3. Chi tra i palestinesi, si chiede Sherman, è "autorizzato a firmare una dichiarazione vincolante di resa" con Israele? La mia risposta: La sconfitta non richiede una firma su un pezzo di carta: il governo americano ha firmato una dichiarazione di resa in Vietnam o i russi lo hanno fatto in Afghanistan? Ma soprattutto la sconfitta corrisponde a un ripensamento pervadente. La chiave risiede nella vox populi e non nei burocrati.
Come non finirà il conflitto israelo-palestinese: la resa nella guerra di secessione americana degli Stati del Sud agli Stati del Nord ad Appomattox, nel 1865. |
4. Facendo riferimento ai sondaggi che mostrano che il 30 per cento degli abitanti della Cisgiordania e circa il 50 per cento degli abitanti di Gaza desiderano emigrare, Sherman conclude che sarà difficile convincere i palestinesi ad andarsene. La mia risposta: Pur ammettendo che queste alte percentuali sono corrette, due fattori renderanno inefficaci questo progetto: la pressione sociale e le minacce di violenza, da una parte, e il fatto che nessun governo è disposto ad assimilare i palestinesi, dall'altra. In linea di principio, i leader arabi e musulmani non accoglieranno i palestinesi. Il resto del mondo tende a diffidare dei migranti per la maggior parte non qualificati e che provengono da contesti inclini alla violenza. Pertanto, "il paradigma [di Sherman] di un'emigrazione finanziata" non può essere centrale nel progetto di vittoria israeliana.

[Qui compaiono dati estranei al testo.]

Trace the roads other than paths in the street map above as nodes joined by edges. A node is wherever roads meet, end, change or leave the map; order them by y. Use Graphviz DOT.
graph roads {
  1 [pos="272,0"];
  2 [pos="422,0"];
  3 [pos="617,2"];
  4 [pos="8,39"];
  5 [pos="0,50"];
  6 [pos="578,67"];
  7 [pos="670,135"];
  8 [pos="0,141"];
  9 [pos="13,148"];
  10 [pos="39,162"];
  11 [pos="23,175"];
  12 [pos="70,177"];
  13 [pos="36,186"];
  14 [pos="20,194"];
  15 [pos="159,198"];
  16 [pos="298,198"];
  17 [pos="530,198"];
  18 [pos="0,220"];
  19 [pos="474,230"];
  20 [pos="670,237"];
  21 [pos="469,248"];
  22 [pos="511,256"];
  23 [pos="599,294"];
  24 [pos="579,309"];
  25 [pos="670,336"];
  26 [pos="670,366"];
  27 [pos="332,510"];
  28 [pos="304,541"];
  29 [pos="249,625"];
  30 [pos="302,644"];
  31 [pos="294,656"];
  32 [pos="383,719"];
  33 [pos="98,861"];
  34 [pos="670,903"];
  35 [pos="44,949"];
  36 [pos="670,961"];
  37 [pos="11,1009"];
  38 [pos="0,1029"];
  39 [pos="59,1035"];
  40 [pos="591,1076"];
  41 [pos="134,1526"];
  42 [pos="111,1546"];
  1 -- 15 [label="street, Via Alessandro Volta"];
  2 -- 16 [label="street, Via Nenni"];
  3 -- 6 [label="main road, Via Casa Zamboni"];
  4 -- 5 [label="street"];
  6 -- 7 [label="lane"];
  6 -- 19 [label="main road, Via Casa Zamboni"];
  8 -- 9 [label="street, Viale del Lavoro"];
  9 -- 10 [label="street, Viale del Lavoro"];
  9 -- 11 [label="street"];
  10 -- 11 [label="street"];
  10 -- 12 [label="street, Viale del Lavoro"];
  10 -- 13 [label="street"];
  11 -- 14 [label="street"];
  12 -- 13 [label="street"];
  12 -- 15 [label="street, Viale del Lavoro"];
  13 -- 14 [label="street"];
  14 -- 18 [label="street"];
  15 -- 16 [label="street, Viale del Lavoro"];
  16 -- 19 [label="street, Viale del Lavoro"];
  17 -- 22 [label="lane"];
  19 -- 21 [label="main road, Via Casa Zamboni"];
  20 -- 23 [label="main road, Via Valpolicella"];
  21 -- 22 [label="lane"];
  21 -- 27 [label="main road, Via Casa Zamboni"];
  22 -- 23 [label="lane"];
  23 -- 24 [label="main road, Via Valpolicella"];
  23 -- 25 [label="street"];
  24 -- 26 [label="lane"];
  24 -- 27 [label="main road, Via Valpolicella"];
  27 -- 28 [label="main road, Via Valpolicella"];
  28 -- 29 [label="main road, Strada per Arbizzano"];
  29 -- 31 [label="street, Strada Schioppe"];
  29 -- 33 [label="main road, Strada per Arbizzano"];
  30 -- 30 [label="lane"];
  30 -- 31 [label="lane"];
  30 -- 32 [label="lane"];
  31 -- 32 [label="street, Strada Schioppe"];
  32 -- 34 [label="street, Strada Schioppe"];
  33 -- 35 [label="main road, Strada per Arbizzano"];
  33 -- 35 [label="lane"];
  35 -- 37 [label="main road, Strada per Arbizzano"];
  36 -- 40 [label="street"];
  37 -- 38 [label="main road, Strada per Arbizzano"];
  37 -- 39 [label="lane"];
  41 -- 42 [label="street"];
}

Infine, lasciare la porta aperta a uno Stato palestinese ha un altro vantaggio per gli Stati Uniti. Sherman ammette che l'idea di una vittoria israeliana e una disfatta palestinese è "audace" e perfino "rivoluzionaria". Ma per qualcuno è sconcertante: ad esempio, J Street la definisce "medievale" e "davvero terrificante". Quindi, per far sì che la vittoria di Israele sia appetibile per gran parte degli americani, vorrei renderla il più credibile possibile. Questo significa includere l'eventualità – quando la guerra sarà definitivamente finita – di uno Stato palestinese. Ci tengo a precisare che non si tratta di una prospettiva a breve termine, perché il conflitto deve essere del tutto terminato, qualcosa che potrà accadere quantomeno fra qualche decennio. Ma l'opzione è solida.
Ringrazio Martin Sherman per il dibattito stimolante e propongo di chiuderlo qui.